About this exercise:
Present the count of lines in the entries below that hold "font", and present nothing else.

Records contained in a dataset:
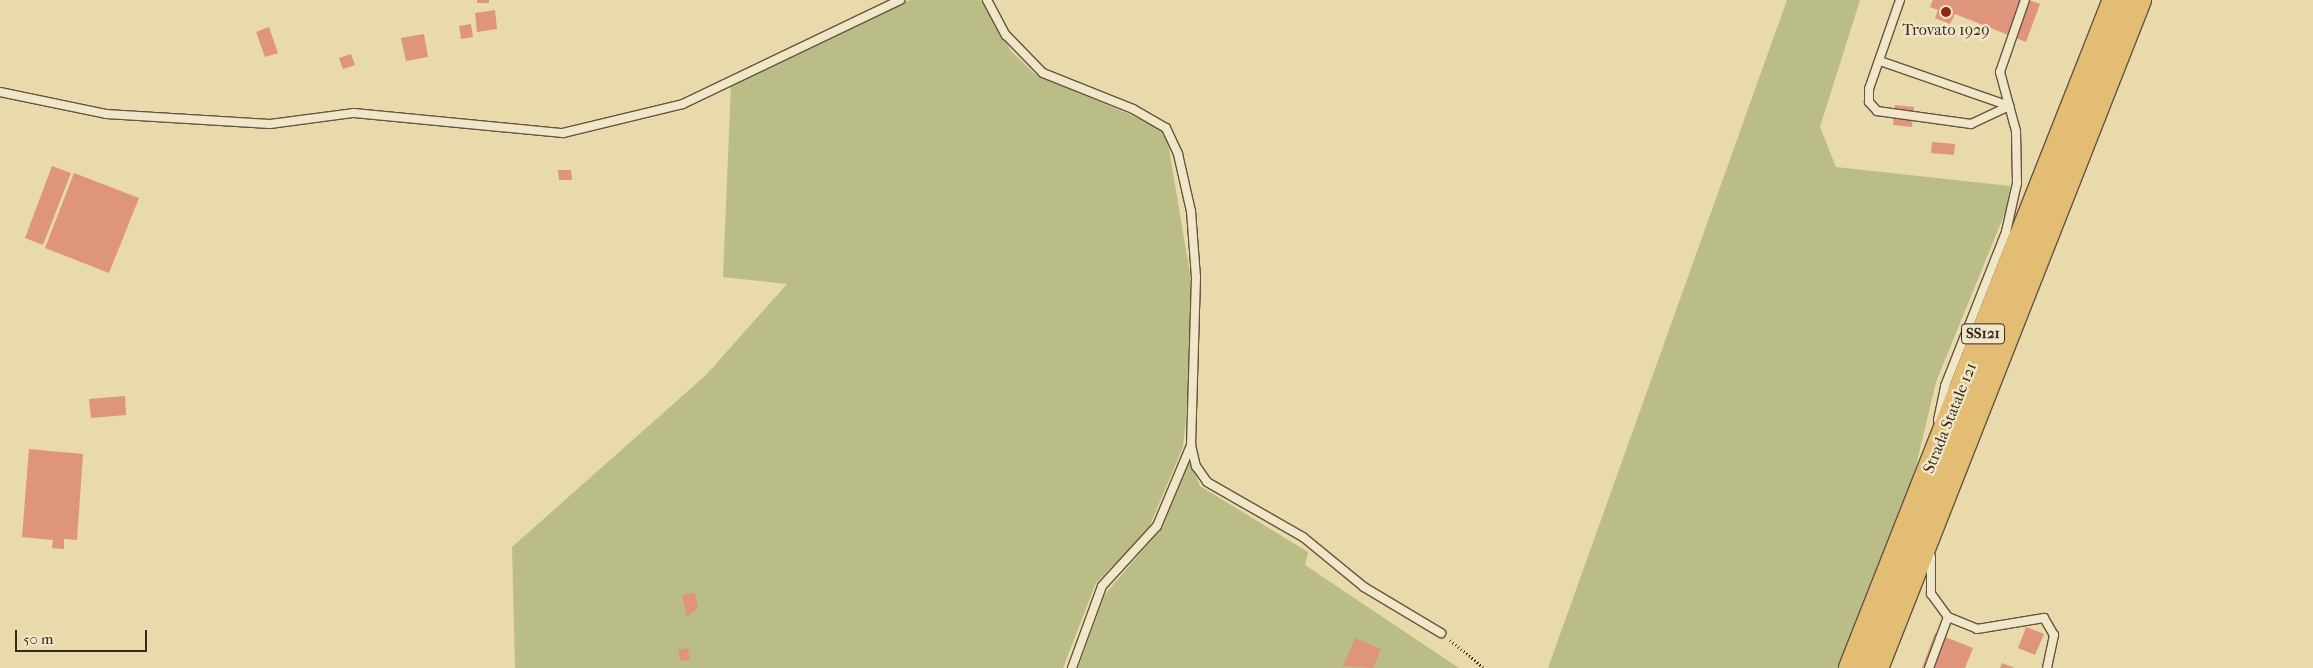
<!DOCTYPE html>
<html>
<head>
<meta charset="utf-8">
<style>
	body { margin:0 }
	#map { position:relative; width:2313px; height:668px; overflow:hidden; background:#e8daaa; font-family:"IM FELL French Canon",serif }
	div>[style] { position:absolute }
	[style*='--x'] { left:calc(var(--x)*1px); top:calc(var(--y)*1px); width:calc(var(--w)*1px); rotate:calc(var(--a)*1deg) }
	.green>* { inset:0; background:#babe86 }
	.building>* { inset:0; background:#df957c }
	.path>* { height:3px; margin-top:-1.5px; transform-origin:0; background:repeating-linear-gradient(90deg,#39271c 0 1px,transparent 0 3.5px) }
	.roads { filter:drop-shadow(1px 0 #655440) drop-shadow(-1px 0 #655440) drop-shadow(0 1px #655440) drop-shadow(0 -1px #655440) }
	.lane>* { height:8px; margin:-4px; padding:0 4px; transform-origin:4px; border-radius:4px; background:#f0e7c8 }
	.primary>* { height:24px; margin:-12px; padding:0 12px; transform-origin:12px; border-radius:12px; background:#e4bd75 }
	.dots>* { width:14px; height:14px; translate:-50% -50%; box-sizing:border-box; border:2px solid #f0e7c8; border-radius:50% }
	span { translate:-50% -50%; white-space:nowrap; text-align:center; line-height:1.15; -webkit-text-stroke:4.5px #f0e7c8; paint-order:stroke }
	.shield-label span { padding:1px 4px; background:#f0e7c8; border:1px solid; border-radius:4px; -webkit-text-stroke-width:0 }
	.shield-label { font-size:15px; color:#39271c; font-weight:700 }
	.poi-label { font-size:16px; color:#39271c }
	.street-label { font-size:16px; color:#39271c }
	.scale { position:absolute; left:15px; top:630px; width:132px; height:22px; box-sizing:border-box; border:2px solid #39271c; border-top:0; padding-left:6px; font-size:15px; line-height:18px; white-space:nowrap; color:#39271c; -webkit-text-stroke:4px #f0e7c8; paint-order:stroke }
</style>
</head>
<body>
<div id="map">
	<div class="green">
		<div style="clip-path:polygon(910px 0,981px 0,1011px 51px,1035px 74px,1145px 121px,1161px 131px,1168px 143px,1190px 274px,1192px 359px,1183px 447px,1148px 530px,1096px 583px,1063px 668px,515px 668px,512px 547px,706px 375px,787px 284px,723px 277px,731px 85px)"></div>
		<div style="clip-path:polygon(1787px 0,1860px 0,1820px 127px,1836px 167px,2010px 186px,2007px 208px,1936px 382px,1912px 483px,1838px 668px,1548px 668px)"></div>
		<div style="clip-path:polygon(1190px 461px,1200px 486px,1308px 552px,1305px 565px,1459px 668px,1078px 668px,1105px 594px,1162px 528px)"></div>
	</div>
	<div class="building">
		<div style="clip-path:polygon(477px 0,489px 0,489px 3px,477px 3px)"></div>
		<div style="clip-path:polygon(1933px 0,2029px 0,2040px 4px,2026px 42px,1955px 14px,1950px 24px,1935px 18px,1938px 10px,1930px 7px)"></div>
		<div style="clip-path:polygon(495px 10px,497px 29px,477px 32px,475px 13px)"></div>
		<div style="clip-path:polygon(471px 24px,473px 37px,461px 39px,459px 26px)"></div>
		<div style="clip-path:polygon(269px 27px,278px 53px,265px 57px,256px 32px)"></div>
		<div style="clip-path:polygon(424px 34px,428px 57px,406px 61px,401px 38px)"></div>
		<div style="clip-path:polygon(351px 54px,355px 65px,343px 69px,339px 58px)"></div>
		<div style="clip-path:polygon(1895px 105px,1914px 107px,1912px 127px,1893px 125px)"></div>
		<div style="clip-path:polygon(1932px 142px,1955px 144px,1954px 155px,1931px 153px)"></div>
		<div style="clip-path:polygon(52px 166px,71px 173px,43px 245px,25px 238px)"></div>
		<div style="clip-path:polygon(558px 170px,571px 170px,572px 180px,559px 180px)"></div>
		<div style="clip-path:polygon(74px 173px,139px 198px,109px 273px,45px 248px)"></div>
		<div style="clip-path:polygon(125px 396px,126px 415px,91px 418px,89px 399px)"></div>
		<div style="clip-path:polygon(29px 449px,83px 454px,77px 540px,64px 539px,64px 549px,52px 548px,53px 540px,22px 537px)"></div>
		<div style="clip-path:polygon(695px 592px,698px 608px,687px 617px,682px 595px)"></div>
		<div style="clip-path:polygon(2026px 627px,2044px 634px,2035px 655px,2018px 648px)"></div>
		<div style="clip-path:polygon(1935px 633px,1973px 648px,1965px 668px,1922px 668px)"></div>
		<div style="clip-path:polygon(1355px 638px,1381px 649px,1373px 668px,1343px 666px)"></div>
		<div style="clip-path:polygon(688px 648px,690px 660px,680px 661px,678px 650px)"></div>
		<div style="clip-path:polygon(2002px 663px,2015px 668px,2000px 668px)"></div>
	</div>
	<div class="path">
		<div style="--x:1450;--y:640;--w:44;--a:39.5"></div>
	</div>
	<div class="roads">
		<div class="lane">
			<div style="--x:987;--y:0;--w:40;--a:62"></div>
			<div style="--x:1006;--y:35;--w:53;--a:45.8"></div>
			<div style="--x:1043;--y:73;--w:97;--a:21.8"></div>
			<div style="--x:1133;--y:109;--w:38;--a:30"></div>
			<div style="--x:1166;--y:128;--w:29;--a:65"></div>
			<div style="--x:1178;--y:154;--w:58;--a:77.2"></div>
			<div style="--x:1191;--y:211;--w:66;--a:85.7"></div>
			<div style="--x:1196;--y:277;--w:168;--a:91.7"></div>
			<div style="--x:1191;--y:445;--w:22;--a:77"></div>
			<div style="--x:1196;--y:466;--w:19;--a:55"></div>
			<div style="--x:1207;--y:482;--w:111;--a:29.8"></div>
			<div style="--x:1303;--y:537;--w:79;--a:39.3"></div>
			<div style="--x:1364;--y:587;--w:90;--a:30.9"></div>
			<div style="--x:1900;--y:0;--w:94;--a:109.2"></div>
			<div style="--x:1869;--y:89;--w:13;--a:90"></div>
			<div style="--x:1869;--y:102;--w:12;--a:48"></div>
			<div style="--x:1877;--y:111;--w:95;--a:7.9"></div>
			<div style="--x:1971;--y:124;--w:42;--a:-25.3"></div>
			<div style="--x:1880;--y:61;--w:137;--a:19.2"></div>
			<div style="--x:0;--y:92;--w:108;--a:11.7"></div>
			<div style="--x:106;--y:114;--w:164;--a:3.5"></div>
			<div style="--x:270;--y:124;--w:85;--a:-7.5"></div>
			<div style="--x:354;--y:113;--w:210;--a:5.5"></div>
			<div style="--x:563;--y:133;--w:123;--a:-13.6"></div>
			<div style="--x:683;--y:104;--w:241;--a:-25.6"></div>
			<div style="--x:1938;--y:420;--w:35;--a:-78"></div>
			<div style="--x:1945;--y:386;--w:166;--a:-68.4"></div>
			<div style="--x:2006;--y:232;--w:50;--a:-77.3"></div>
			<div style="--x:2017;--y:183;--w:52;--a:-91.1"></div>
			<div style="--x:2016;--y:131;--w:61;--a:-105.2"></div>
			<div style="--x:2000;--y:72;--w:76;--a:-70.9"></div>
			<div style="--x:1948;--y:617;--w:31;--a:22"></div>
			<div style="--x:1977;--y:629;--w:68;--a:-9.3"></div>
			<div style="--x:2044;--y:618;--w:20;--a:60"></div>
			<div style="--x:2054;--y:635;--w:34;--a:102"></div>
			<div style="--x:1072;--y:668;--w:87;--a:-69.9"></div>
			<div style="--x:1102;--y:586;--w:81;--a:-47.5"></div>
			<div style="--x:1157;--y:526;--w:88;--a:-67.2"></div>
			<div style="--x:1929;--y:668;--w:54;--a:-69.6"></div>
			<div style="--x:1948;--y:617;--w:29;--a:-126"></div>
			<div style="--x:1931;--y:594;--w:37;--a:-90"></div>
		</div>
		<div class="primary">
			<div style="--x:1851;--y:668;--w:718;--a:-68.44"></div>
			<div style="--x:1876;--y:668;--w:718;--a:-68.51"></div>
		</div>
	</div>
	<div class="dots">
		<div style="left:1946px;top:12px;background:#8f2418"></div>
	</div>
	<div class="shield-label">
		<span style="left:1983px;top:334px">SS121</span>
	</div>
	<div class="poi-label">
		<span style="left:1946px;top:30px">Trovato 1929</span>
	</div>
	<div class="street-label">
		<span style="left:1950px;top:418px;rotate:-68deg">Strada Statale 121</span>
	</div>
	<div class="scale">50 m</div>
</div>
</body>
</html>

Written solution:
5